***** Input *****

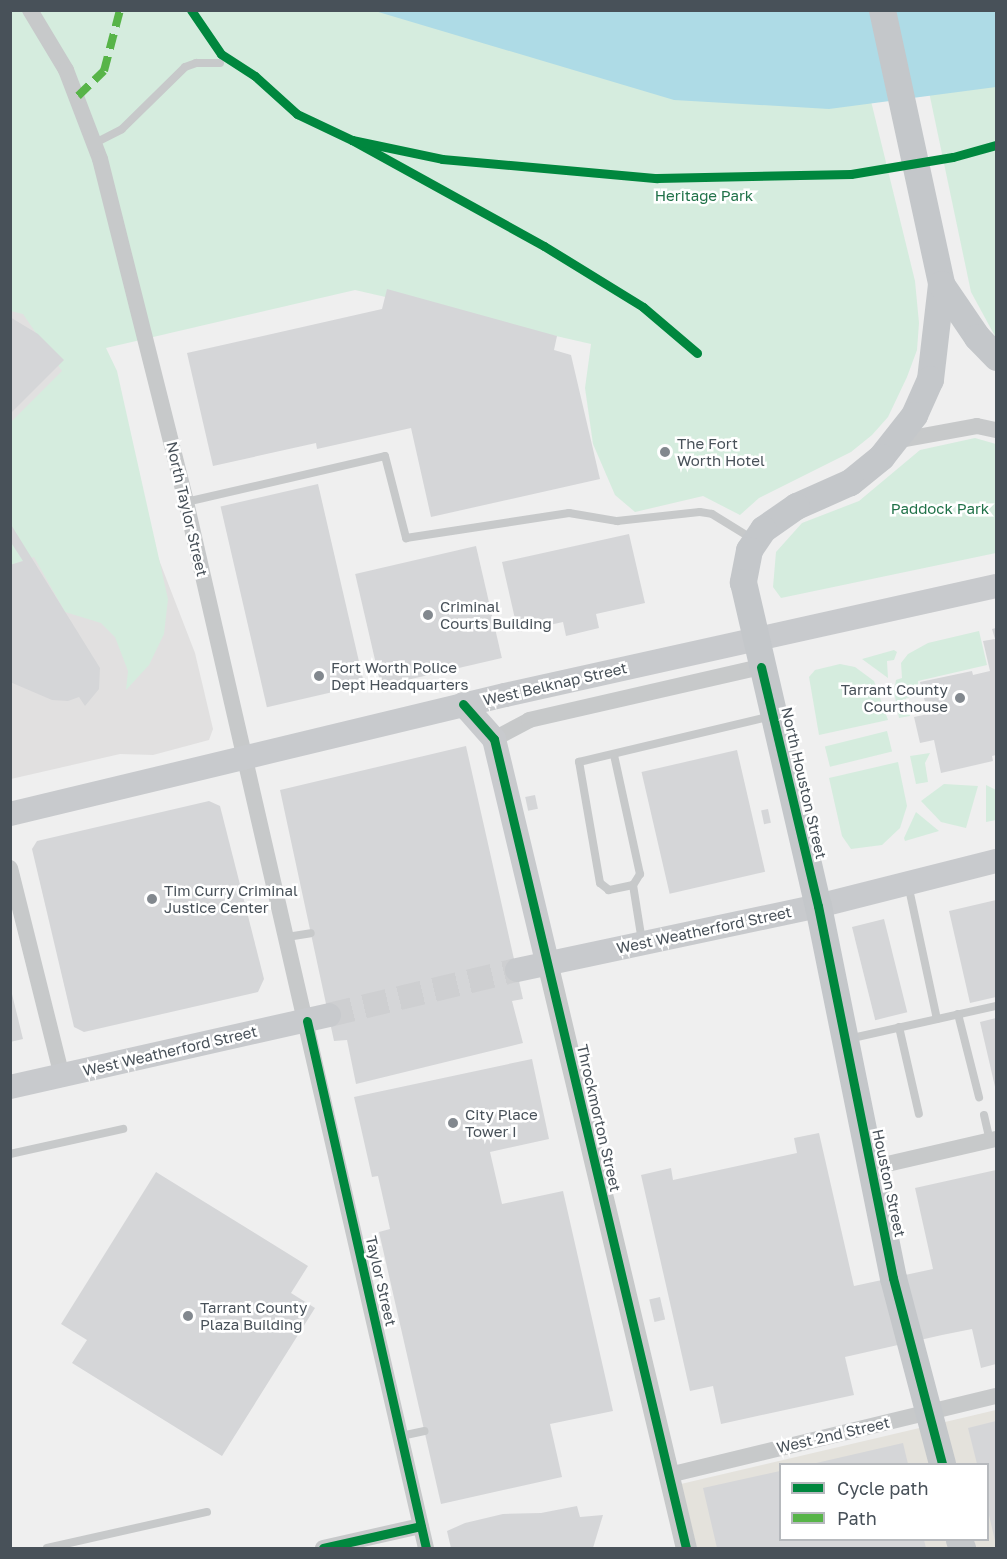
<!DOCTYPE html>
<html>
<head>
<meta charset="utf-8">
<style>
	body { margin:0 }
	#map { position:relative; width:1007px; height:1559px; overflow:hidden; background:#efefef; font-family:"Golos Text",sans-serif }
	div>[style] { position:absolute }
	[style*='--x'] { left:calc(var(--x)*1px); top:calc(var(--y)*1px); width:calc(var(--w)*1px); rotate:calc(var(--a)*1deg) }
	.commercial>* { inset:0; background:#e4e2dc }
	.education>* { inset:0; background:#e1e0e0 }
	.green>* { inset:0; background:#d5ecde; transform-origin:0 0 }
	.water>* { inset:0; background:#aedbe6 }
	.building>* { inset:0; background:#d5d6d8; transform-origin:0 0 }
	.secondary-tunnel>* { height:24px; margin-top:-12px; transform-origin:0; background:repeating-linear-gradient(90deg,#cecfd1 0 24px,transparent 0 36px) }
	.service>* { height:8px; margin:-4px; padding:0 4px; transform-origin:4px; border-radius:4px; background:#c7c9ca }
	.minor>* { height:16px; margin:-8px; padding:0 8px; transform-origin:8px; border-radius:8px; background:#c7c9ca }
	.tertiary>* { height:21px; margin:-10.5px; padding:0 10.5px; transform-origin:10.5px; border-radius:10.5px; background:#c7c9ca }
	.secondary>* { height:24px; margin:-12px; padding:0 12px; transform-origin:12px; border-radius:12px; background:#c8cacd }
	.primary>* { height:27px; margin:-13.5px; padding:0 13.5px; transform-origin:13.5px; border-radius:13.5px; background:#c4c7ca }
	.quiet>* { height:8px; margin-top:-4px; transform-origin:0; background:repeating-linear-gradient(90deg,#57b448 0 15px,transparent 0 23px) }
	.cycleway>* { height:9px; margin:-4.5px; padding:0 4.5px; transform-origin:4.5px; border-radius:4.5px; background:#00873e }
	.dots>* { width:16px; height:16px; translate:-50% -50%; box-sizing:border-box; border:3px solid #fff; border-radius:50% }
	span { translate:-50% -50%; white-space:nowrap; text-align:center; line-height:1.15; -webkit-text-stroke:5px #fff; paint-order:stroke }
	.park-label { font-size:15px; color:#217249 }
	.poi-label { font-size:15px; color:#485159 }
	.left { translate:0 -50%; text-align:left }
	.right { translate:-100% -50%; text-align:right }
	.street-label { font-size:15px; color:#485159 }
	.frame { position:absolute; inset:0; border:12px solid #485159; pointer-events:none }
	.legend { position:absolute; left:779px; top:1463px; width:210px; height:78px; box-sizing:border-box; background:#fff; border:2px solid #b6b9bd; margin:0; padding:8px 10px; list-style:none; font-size:18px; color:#485159 }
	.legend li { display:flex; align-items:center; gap:12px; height:30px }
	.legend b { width:30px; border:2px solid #b6b9bd }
</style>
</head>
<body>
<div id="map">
	<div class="commercial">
		<div style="clip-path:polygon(evenodd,996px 1410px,996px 1548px,697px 1548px,681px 1484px,996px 1410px,780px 1464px,988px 1464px,988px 1540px,780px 1540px,780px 1464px)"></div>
	</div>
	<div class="education">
		<div style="clip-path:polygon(10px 174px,195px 653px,213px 729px,209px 740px,153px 755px,120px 754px,11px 779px)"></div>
	</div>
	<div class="green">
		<div style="clip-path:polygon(11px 11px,849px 11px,915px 281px,919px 323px,917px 350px,907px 377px,888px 417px,872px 435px,851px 452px,759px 498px,740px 515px,703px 496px,635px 512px,615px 495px,593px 444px,585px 388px,591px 344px,355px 290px,106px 348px,117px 371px,168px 599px,164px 634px,149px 665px,126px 690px,128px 671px,115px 637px,101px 623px,65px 612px,34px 557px,11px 565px,11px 422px,62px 371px,23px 314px,11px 311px)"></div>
		<div style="clip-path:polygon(912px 11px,996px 11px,996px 338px,971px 292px)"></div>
		<div style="clip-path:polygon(975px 438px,996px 444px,996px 553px,781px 598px,773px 587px,776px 552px,802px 523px,859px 501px,920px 450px)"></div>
		<div style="clip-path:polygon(979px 631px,987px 665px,918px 681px,918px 687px,910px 689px,911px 697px,906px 698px,910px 716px,899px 718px,894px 691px,896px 680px,902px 678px,901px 663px,908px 654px,928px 643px)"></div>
		<div style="clip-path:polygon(894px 650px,897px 652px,894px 660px,887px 661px,888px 678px,862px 659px)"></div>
		<div style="clip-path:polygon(840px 664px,855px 667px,874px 681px,888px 720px,819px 735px,809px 677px,815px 670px)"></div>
		<div style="left:887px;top:731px;width:21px;height:64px;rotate:76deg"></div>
		<div style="clip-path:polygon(930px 753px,925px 763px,928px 782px,916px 784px,910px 756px)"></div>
		<div style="clip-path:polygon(898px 762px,907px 806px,900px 828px,882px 845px,851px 849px,842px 836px,829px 778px)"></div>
		<div style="clip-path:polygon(944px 784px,978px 786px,966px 828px,941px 822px,921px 801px)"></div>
		<div style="clip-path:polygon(986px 785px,996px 790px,996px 820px,986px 822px)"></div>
		<div style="clip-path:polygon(916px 812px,939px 831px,905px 841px,904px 838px)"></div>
	</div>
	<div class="water">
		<div style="clip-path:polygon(375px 11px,996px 11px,996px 87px,829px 109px,674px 100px)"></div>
	</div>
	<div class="building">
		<div style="clip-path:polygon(387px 289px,557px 336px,554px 350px,571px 355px,600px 479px,431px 517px,411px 428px,317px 449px,316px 443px,213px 466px,187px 353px,382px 309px)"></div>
		<div style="clip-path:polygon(10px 317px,38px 334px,64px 360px,10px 414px)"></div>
		<div style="left:318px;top:484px;width:206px;height:100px;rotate:77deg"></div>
		<div style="clip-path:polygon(10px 523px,100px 668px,99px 689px,85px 706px,79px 697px,68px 701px,52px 700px,10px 682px,10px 565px,23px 561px,10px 541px)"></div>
		<div style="clip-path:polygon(629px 534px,645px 603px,596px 614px,599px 628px,566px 636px,563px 622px,518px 632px,502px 562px)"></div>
		<div style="left:476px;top:546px;width:115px;height:124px;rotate:77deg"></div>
		<div style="clip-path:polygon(996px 628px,996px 755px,992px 756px,993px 761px,941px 773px,934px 740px,920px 743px,914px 717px,928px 714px,920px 682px,972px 671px,973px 675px,990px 671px,983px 641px,995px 639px,992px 629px)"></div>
		<div style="clip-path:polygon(466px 746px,523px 999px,512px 1001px,523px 1043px,356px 1084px,347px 1040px,334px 1041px,280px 790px)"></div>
		<div style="left:737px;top:750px;width:125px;height:98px;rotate:77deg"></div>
		<div style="left:535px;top:795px;width:14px;height:10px;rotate:78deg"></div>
		<div style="clip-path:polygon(209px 801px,220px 806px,264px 979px,258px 992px,84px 1032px,74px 1027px,32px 849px,37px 841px)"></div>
		<div style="left:768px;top:809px;width:14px;height:7px;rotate:78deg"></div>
		<div style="clip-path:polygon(996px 900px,996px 997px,970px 1003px,949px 911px)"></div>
		<div style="left:884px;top:919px;width:96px;height:33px;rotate:76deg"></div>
		<div style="clip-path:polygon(11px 990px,23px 1039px,10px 1042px,10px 991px)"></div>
		<div style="clip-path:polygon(996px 1018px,996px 1091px,980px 1022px)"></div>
		<div style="clip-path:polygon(532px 1059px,549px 1139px,490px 1152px,502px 1204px,563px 1191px,613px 1411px,550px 1424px,562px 1477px,441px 1504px,379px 1232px,390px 1229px,378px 1176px,372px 1177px,354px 1097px)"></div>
		<div style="clip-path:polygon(819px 1133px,854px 1286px,933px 1269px,915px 1188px,996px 1170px,996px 1364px,981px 1368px,972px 1329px,942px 1335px,845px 1357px,854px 1395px,721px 1424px,713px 1386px,690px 1391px,641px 1175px,671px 1168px,673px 1180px,797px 1153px,794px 1138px)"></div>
		<div style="clip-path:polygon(156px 1172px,308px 1266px,291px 1293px,315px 1308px,222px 1456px,72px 1363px,87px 1340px,61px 1324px)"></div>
		<div style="left:660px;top:1297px;width:23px;height:11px;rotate:77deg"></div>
		<div style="clip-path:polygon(996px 1421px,996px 1545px,988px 1511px,988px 1464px,977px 1464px,968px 1428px)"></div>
		<div style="clip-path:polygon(903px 1443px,908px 1464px,812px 1464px)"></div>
		<div style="clip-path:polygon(780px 1471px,780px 1540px,924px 1540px,926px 1548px,717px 1548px,703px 1488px)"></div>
		<div style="clip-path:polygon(577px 1506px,580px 1517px,603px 1515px,593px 1548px,451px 1548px,447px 1531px,465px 1523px,503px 1514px,541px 1513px)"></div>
	</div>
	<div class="secondary-tunnel">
		<div style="--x:329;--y:1015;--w:193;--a:-13.5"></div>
	</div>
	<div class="service">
		<div style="--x:95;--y:143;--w:30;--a:-27"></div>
		<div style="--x:122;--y:129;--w:88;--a:-44.5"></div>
		<div style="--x:185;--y:67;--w:12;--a:-20"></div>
		<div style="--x:196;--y:63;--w:24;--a:0"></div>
		<div style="--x:186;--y:502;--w:204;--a:-13"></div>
		<div style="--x:385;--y:456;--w:85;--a:75.6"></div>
		<div style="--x:406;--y:538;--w:165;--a:-8.7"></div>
		<div style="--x:569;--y:513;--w:49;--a:9.5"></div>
		<div style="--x:617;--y:521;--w:83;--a:-6.2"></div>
		<div style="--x:700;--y:512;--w:12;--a:9"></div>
		<div style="--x:712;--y:514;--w:46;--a:31.6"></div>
		<div style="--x:614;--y:755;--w:122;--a:77.7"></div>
		<div style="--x:640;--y:874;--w:13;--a:122"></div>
		<div style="--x:633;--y:885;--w:25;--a:168"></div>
		<div style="--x:609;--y:890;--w:11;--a:-142"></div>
		<div style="--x:600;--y:883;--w:123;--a:-99.8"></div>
		<div style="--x:579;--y:762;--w:198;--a:-13.4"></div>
		<div style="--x:908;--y:884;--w:138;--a:77.9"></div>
		<div style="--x:633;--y:885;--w:57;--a:80.9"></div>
		<div style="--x:287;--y:937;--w:24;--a:-9"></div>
		<div style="--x:958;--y:1014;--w:86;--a:75.8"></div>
		<div style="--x:899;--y:1027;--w:89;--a:77.1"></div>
		<div style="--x:848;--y:1039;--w:152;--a:-12.6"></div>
		<div style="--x:984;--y:1115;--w:27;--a:77"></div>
		<div style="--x:10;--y:1154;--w:116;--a:-12.5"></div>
		<div style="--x:401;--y:1436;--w:24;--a:-12"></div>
		<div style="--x:47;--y:1548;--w:164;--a:-12.7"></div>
	</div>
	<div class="minor">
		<div style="--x:30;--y:10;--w:70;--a:59"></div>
		<div style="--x:66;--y:70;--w:95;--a:69.1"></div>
		<div style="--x:100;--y:159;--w:354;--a:75.9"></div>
		<div style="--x:186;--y:502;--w:1073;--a:77.08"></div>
		<div style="--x:895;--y:441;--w:83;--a:-10.4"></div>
		<div style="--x:977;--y:426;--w:19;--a:12"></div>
		<div style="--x:494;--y:739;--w:40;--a:-28"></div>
		<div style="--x:529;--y:720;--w:238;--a:-12.9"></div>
		<div style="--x:10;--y:868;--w:214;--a:76"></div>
		<div style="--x:870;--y:1168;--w:129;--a:-13"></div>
		<div style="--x:669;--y:1475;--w:336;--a:-13.6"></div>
		<div style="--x:323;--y:1548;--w:100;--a:-12.7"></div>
	</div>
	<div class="tertiary">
		<div style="--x:547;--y:962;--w:602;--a:76.66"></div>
	</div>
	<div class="secondary">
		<div style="--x:463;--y:704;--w:47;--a:48.5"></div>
		<div style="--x:494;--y:739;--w:229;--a:76.6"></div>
		<div style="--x:10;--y:814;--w:509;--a:-13.52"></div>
		<div style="--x:505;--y:695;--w:503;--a:-12.52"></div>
		<div style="--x:517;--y:970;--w:308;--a:-12"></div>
		<div style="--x:818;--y:906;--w:184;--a:-14.2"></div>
		<div style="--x:10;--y:1087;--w:327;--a:-12.7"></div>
	</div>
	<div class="primary">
		<div style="--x:882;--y:10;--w:280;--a:77.8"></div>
		<div style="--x:941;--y:284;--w:96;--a:96.6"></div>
		<div style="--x:930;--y:379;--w:39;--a:114"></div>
		<div style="--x:914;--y:415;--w:53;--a:128.2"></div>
		<div style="--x:881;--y:457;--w:40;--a:141"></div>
		<div style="--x:850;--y:482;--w:59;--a:156"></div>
		<div style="--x:796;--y:506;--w:40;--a:145.1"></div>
		<div style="--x:763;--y:529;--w:25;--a:124"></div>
		<div style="--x:749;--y:550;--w:33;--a:101"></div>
		<div style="--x:743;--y:582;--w:333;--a:77"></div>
		<div style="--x:818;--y:906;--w:379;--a:78.6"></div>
		<div style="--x:893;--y:1278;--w:192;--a:75.2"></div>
		<div style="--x:941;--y:284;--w:64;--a:55.8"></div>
		<div style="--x:977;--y:337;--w:28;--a:46"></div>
		<div style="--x:959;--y:1540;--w:9;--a:69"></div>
	</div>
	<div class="quiet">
		<div style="--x:78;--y:96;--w:36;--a:-44"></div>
		<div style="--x:104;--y:71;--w:63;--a:-75.3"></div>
	</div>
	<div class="cycleway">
		<div style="--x:191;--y:10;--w:53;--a:55.7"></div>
		<div style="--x:221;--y:54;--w:40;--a:32.9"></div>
		<div style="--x:255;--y:76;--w:57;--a:42.1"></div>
		<div style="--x:297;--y:114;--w:61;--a:25.3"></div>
		<div style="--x:352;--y:140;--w:219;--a:28.9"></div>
		<div style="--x:544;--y:246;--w:116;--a:31.6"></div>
		<div style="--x:643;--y:307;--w:71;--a:40.4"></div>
		<div style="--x:352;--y:140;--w:92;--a:11.9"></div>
		<div style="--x:442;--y:159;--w:216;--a:5.1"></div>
		<div style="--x:657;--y:178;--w:194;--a:-1.2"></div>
		<div style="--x:851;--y:174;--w:103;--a:-9.5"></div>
		<div style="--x:953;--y:157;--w:45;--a:-15.6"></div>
		<div style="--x:761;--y:667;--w:246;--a:76.6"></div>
		<div style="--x:818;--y:906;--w:379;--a:78.6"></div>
		<div style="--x:893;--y:1278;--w:192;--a:75.2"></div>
		<div style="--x:463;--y:704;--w:47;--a:48.5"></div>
		<div style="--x:494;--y:739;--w:831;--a:76.65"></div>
		<div style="--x:307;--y:1021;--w:540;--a:77.28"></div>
		<div style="--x:323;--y:1548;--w:100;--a:-12.7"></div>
	</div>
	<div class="dots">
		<div style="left:665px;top:452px;background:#82888e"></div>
		<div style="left:428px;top:615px;background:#82888e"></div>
		<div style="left:319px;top:676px;background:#82888e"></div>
		<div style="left:960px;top:698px;background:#82888e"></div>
		<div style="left:152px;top:899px;background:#82888e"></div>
		<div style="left:453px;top:1123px;background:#82888e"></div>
		<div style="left:188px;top:1316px;background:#82888e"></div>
	</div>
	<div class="park-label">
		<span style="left:704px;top:196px">Heritage Park</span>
		<span style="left:940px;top:509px">Paddock Park</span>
	</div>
	<div class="poi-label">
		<span class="left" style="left:677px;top:452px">The Fort<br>Worth Hotel</span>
		<span class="left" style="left:440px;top:615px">Criminal<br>Courts Building</span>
		<span class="left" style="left:331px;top:676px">Fort Worth Police<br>Dept Headquarters</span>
		<span class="right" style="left:948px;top:698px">Tarrant County<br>Courthouse</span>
		<span class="left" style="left:164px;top:899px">Tim Curry Criminal<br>Justice Center</span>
		<span class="left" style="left:465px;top:1123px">City Place<br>Tower I</span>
		<span class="left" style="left:200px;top:1316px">Tarrant County<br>Plaza Building</span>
	</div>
	<div class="street-label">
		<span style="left:187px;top:509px;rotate:77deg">North Taylor Street</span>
		<span style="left:555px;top:684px;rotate:-13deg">West Belknap Street</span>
		<span style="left:804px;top:783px;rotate:77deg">North Houston Street</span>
		<span style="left:704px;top:930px;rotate:-12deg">West Weatherford Street</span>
		<span style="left:170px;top:1051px;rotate:-13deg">West Weatherford Street</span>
		<span style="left:599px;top:1118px;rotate:77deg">Throckmorton Street</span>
		<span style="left:889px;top:1183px;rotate:78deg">Houston Street</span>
		<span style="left:381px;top:1281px;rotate:77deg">Taylor Street</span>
		<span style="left:833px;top:1435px;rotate:-13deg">West 2nd Street</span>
	</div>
	<div class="frame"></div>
	<ul class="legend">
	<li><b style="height:8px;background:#00873e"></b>Cycle path</li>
	<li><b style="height:8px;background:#57b448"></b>Path</li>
	</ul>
</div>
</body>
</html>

*****

Omit the pictures. Print, word for word, the lines from the beginning of the entries above through the line that holds "inset:0; background:#d5ecde; transform-origin:0".

<!DOCTYPE html>
<html>
<head>
<meta charset="utf-8">
<style>
	body { margin:0 }
	#map { position:relative; width:1007px; height:1559px; overflow:hidden; background:#efefef; font-family:"Golos Text",sans-serif }
	div>[style] { position:absolute }
	[style*='--x'] { left:calc(var(--x)*1px); top:calc(var(--y)*1px); width:calc(var(--w)*1px); rotate:calc(var(--a)*1deg) }
	.commercial>* { inset:0; background:#e4e2dc }
	.education>* { inset:0; background:#e1e0e0 }
	.green>* { inset:0; background:#d5ecde; transform-origin:0 0 }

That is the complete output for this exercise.